Trails and Graph Theory: Graphs

It all started with a question:

What is the longest continuous route on existing trails in the Gila National Forest, that does not repeat any segment (but intersections are OK)?

And what is the longest continuous loop?

Can the result be mapped and documented as a Long Trail to share with hikers?

Sagebrush

The Gila has a few trails that dead-end, so those can be eliminated, and several trails are currently in poor condition due to fire or lack of maintenance, and not reasonable to hike. Furthermore, some trails are not where they are shown on published maps. Fortunately, I know an expert on the Gila, an individual with boundless energy who is dedicated to reopening and maintaining routes. And perhaps another published long trail could be used as a motivation to go out and work on particular segments.

Finding a longest route is an optimization problem, so mathematics might be able to help. A famous problem in math is the Traveling Salesman. One version:

A salesman needs to visit all lower-48 state capitals and return to the beginning.
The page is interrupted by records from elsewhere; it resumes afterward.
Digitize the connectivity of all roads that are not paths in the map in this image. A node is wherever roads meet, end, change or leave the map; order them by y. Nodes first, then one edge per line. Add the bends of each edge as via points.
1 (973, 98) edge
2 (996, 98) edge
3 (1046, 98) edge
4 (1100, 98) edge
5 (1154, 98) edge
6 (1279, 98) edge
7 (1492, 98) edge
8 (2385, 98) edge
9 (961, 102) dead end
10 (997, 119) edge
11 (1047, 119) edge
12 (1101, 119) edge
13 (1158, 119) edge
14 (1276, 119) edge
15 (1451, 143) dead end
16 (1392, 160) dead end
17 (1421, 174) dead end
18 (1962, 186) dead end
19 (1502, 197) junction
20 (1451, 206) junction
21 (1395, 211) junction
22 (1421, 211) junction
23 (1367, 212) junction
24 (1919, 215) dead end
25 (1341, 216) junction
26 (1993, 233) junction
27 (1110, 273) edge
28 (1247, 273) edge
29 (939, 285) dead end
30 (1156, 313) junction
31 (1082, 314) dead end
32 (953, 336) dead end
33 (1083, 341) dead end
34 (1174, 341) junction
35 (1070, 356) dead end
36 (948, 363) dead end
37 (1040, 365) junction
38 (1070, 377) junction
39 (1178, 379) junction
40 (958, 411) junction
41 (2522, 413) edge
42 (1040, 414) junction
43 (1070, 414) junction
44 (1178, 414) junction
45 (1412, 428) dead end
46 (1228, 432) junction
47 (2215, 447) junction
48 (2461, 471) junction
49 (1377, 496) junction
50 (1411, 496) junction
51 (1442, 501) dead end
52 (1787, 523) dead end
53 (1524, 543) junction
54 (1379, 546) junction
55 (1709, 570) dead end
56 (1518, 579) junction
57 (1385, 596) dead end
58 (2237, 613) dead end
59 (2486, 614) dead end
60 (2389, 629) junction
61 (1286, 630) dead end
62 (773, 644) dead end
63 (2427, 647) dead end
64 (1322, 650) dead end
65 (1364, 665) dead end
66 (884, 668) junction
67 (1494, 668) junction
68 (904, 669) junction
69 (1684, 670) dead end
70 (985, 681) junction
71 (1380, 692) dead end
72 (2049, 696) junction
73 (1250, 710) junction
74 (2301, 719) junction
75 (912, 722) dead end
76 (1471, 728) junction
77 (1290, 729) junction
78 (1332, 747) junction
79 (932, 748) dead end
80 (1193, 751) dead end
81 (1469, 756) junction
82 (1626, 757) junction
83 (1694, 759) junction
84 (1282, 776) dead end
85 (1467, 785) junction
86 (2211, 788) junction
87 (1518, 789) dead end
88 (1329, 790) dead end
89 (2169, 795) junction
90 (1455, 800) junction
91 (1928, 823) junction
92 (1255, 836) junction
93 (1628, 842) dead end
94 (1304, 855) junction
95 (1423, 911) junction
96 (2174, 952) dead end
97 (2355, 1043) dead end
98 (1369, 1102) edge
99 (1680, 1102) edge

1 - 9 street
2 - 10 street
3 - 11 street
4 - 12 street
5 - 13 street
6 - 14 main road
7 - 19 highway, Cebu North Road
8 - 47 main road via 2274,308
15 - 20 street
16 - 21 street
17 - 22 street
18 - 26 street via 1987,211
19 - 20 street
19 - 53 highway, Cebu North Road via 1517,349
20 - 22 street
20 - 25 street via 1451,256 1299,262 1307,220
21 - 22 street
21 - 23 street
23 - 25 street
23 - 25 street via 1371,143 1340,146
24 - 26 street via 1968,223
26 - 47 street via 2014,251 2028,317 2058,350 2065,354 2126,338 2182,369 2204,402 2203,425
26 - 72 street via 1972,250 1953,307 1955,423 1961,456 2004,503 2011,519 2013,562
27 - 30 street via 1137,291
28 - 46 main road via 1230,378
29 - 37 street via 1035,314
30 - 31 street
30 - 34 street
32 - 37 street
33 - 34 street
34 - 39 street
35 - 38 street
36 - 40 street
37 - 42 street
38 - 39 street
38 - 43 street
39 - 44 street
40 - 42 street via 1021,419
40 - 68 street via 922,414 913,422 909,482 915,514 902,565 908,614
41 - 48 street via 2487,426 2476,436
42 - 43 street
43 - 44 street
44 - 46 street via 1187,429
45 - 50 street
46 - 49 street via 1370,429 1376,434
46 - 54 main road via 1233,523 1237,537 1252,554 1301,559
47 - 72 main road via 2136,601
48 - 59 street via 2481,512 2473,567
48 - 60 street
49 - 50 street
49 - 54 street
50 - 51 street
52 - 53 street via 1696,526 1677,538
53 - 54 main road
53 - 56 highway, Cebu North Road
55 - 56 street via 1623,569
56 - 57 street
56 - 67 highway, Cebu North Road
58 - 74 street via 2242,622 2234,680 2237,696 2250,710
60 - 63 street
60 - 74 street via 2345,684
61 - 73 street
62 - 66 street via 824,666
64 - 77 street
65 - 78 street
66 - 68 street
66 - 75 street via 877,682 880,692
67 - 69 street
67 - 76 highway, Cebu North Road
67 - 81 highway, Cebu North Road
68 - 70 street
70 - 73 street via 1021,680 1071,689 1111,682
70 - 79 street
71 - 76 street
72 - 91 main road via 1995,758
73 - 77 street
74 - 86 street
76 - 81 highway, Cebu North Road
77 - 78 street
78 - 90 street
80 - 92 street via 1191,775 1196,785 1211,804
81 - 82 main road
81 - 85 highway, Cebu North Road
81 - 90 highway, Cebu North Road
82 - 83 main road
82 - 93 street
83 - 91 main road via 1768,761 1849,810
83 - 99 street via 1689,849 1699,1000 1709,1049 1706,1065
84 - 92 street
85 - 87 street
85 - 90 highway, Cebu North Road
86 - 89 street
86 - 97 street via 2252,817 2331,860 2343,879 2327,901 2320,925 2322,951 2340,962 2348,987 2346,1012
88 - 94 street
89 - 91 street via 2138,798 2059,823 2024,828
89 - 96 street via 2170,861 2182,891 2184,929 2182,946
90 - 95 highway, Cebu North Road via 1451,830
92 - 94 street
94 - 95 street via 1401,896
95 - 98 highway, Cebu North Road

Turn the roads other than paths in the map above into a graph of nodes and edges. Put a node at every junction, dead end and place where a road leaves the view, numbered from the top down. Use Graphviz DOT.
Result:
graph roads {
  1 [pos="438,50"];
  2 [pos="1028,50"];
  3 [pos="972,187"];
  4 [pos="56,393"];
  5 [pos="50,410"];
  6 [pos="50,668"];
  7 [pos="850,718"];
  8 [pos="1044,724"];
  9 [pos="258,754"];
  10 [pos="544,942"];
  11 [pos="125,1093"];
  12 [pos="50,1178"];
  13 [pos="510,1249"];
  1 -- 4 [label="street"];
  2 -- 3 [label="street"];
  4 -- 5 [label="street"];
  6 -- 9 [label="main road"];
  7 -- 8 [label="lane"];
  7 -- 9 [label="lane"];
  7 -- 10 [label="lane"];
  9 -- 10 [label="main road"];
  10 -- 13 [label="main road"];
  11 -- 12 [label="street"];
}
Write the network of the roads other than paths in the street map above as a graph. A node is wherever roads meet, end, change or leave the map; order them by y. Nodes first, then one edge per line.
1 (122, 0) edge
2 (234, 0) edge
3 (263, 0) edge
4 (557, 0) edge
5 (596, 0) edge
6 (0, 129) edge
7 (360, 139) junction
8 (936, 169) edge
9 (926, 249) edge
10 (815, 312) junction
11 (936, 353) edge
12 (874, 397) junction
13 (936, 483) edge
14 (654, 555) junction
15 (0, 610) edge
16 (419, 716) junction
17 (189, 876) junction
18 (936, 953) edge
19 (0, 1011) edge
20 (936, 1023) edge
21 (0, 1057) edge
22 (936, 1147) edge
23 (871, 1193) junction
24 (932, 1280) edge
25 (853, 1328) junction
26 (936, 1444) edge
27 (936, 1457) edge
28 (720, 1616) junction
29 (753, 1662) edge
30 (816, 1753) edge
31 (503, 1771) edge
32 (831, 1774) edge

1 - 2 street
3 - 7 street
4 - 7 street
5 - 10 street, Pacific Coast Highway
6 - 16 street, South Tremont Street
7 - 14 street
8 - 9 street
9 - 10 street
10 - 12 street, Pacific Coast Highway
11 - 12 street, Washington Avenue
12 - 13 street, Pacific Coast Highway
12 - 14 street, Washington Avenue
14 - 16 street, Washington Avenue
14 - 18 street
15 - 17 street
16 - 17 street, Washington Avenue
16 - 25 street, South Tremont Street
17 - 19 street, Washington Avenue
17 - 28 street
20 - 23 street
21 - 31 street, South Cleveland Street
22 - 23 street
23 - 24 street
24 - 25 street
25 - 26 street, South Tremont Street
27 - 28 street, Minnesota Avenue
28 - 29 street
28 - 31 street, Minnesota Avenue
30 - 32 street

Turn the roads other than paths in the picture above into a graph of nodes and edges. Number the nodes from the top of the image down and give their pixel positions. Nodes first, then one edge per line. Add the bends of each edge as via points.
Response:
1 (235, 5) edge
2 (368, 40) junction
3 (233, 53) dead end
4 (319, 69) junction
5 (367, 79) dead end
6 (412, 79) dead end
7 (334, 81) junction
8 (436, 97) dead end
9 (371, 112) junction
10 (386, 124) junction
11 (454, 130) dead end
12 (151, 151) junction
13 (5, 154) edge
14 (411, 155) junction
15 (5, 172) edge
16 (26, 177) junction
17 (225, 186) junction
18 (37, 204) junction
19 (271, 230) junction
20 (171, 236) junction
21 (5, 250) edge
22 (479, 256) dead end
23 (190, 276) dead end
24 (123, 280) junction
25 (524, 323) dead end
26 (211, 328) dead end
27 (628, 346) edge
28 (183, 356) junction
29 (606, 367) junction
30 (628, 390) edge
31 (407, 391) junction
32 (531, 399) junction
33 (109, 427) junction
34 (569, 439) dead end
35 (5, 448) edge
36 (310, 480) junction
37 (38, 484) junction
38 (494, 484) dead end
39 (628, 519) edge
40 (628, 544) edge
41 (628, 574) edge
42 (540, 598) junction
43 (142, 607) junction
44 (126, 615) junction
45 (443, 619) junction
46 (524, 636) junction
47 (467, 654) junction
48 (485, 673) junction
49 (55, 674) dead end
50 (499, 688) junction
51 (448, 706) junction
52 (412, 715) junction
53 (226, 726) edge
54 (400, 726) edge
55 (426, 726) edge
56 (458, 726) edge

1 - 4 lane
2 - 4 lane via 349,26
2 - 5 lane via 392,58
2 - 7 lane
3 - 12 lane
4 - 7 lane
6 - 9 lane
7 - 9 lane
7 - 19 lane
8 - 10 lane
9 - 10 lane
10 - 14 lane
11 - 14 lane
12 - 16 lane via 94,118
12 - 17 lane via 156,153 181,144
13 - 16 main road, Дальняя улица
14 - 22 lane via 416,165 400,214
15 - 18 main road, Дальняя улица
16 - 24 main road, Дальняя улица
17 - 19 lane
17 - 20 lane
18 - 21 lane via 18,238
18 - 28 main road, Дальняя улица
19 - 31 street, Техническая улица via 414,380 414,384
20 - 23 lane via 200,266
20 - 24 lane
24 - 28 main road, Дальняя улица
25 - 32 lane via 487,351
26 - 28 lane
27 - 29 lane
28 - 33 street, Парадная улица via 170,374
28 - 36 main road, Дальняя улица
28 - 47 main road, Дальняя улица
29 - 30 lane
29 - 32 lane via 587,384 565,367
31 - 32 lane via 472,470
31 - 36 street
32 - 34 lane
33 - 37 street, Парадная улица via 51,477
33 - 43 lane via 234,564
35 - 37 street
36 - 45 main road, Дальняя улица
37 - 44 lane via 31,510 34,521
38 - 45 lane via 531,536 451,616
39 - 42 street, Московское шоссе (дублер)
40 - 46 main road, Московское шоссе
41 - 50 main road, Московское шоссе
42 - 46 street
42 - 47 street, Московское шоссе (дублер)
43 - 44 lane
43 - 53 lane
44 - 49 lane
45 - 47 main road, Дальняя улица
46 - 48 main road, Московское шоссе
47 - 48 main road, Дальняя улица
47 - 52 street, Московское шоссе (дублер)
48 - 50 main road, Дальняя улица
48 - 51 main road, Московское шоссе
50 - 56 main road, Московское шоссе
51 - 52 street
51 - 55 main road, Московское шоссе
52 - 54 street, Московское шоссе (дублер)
What is the route with minimum distance?

Credit Cornell Computational Optimization Open Textbook https://optimization.cbe.cornell.edu/
Image credit Cornell Computational Optimization Open Textbook https://optimization.cbe.cornell.edu/

An obverse is the Longest Path Problem

What is the longest path in a given network?

Nano Intro to Graph Theory

Graph Theory is a branch of mathematics that can help us here. A graph has nodes (or points or vertices) that are connected by edges, and can be represented visually:

A graph can be a undirected graph, or directed. For trail systems, we will consider undirected.

The edges of a graph can have weights, which could correspond with distances between intersections in a trail network.

A path on a graph can be an ordered sequence of nodes and edges.

A path is defined as simple if it does not have any repeated nodes.

So for the Gila problem posed above, we consider a non-simple path on a weighted undirected graph.

In the next post we will consider how to solve this problem algorithmically, and how the difficulty of computation scales with complexity, and discuss approximations, and discuss how we might write some code to help.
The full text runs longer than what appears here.